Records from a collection
╔══
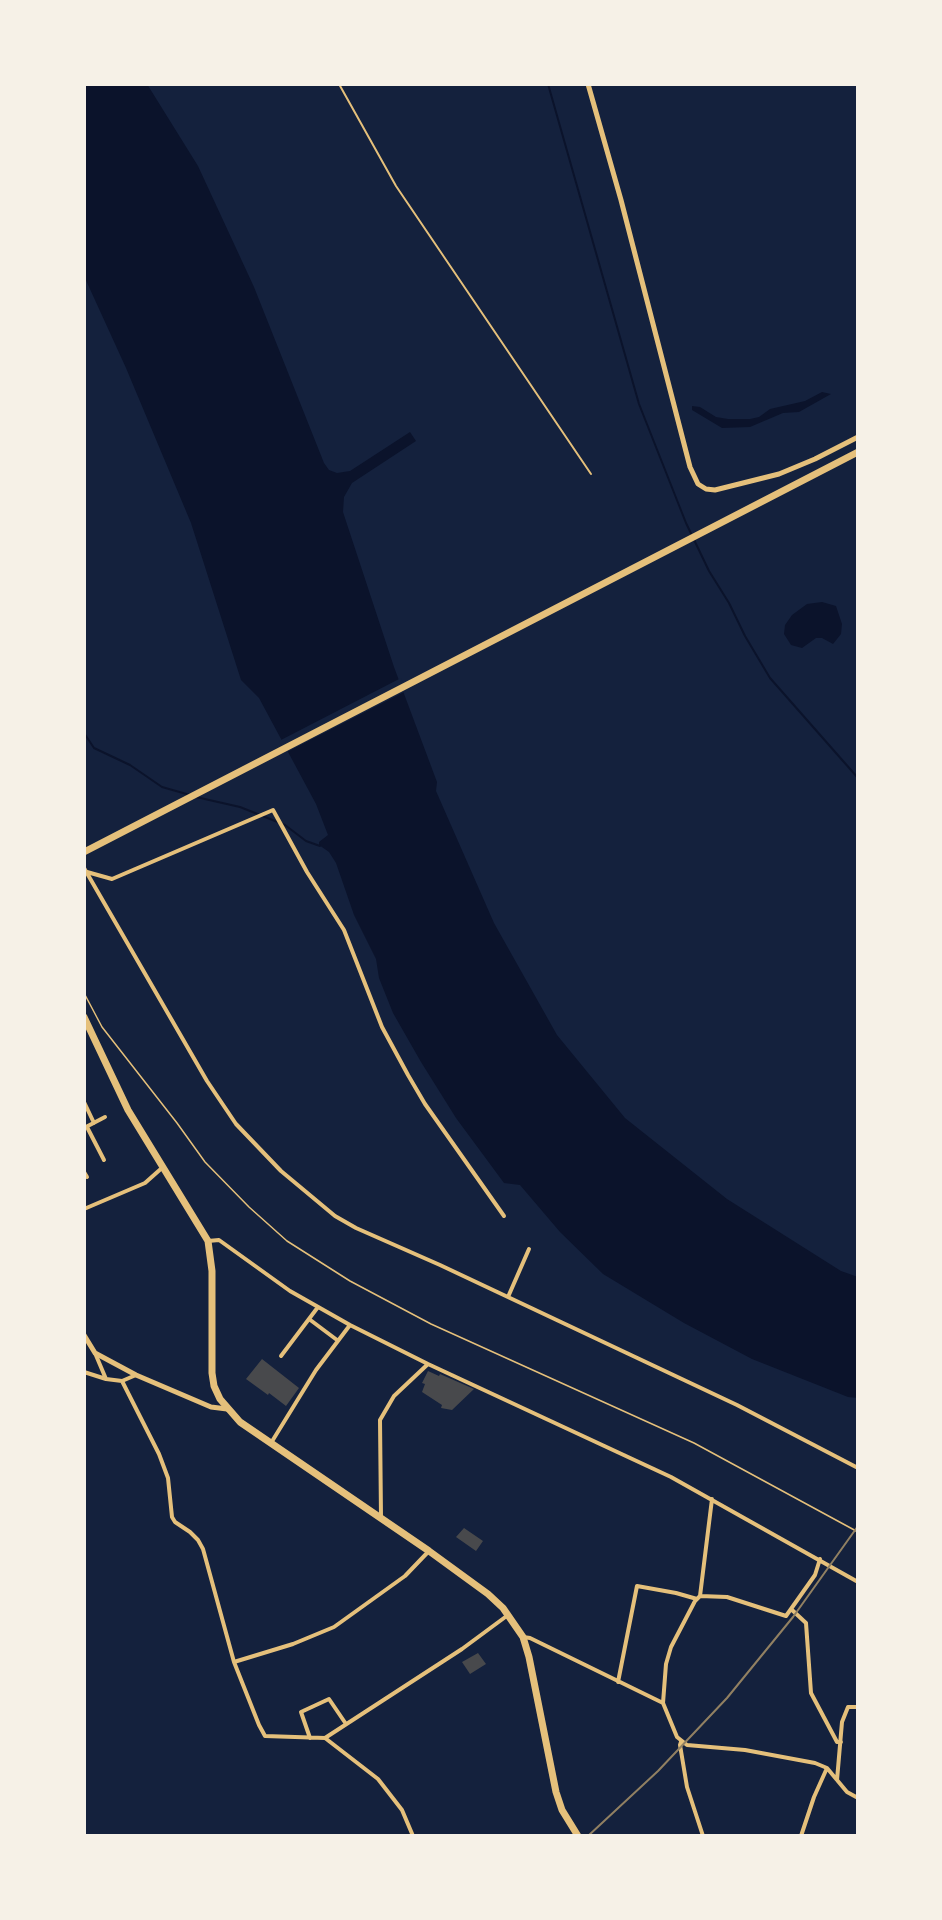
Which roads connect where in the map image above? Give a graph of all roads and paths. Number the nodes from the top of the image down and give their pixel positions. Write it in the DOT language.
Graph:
graph roads {
  1 [pos="339,84"];
  2 [pos="588,84"];
  3 [pos="858,437"];
  4 [pos="858,452"];
  5 [pos="591,474"];
  6 [pos="84,852"];
  7 [pos="85,870"];
  8 [pos="84,993"];
  9 [pos="84,1017"];
  10 [pos="84,1102"];
  11 [pos="105,1117"];
  12 [pos="94,1123"];
  13 [pos="86,1127"];
  14 [pos="104,1160"];
  15 [pos="163,1167"];
  16 [pos="84,1172"];
  17 [pos="87,1177"];
  18 [pos="84,1209"];
  19 [pos="504,1216"];
  20 [pos="208,1241"];
  21 [pos="529,1249"];
  22 [pos="508,1297"];
  23 [pos="318,1307"];
  24 [pos="309,1319"];
  25 [pos="350,1325"];
  26 [pos="84,1335"];
  27 [pos="337,1340"];
  28 [pos="95,1353"];
  29 [pos="281,1356"];
  30 [pos="428,1364"];
  31 [pos="84,1372"];
  32 [pos="136,1375"];
  33 [pos="106,1378"];
  34 [pos="122,1381"];
  35 [pos="227,1409"];
  36 [pos="271,1443"];
  37 [pos="858,1468"];
  38 [pos="712,1499"];
  39 [pos="381,1518"];
  40 [pos="858,1533"];
  41 [pos="429,1551"];
  42 [pos="820,1559"];
  43 [pos="858,1582"];
  44 [pos="698,1598"];
  45 [pos="791,1609"];
  46 [pos="508,1614"];
  47 [pos="522,1637"];
  48 [pos="234,1662"];
  49 [pos="618,1682"];
  50 [pos="663,1703"];
  51 [pos="858,1707"];
  52 [pos="346,1724"];
  53 [pos="310,1738"];
  54 [pos="325,1738"];
  55 [pos="681,1742"];
  56 [pos="841,1743"];
  57 [pos="827,1768"];
  58 [pos="837,1781"];
  59 [pos="858,1798"];
  60 [pos="575,1835"];
  61 [pos="413,1836"];
  62 [pos="703,1836"];
  63 [pos="801,1836"];
  1 -- 5 [label="lane"];
  2 -- 3 [label="street"];
  4 -- 6 [label="main road"];
  7 -- 19 [label="street"];
  7 -- 22 [label="street"];
  8 -- 40 [label="path"];
  9 -- 15 [label="main road"];
  10 -- 12 [label="street"];
  11 -- 12 [label="street"];
  12 -- 13 [label="street"];
  13 -- 14 [label="street"];
  15 -- 18 [label="street"];
  15 -- 20 [label="main road"];
  16 -- 17 [label="street"];
  20 -- 23 [label="street"];
  20 -- 35 [label="main road"];
  21 -- 22 [label="street"];
  22 -- 37 [label="street"];
  23 -- 24 [label="street"];
  23 -- 25 [label="street"];
  24 -- 27 [label="street"];
  24 -- 29 [label="street"];
  25 -- 27 [label="street"];
  25 -- 30 [label="street"];
  26 -- 28 [label="street"];
  27 -- 36 [label="street"];
  28 -- 32 [label="street"];
  28 -- 33 [label="street"];
  30 -- 38 [label="street"];
  30 -- 39 [label="street"];
  31 -- 33 [label="street"];
  32 -- 34 [label="street"];
  32 -- 35 [label="street"];
  33 -- 34 [label="street"];
  34 -- 48 [label="street"];
  35 -- 36 [label="main road"];
  36 -- 39 [label="main road"];
  38 -- 42 [label="street"];
  38 -- 44 [label="street"];
  39 -- 41 [label="main road"];
  41 -- 46 [label="main road"];
  41 -- 48 [label="street"];
  42 -- 43 [label="street"];
  42 -- 45 [label="street"];
  44 -- 45 [label="street"];
  44 -- 49 [label="street"];
  44 -- 50 [label="street"];
  45 -- 56 [label="street"];
  46 -- 47 [label="main road"];
  46 -- 52 [label="street"];
  47 -- 49 [label="street"];
  47 -- 60 [label="main road"];
  48 -- 53 [label="street"];
  49 -- 50 [label="street"];
  50 -- 55 [label="street"];
  51 -- 56 [label="street"];
  52 -- 53 [label="street"];
  52 -- 54 [label="street"];
  53 -- 54 [label="street"];
  54 -- 61 [label="street"];
  55 -- 57 [label="street"];
  55 -- 62 [label="street"];
  56 -- 58 [label="street"];
  57 -- 58 [label="street"];
  57 -- 63 [label="street"];
  58 -- 59 [label="street"];
}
╚══
→ What the task asks: Report how many lines above include "main". Nothing else.

→ Answer section: 10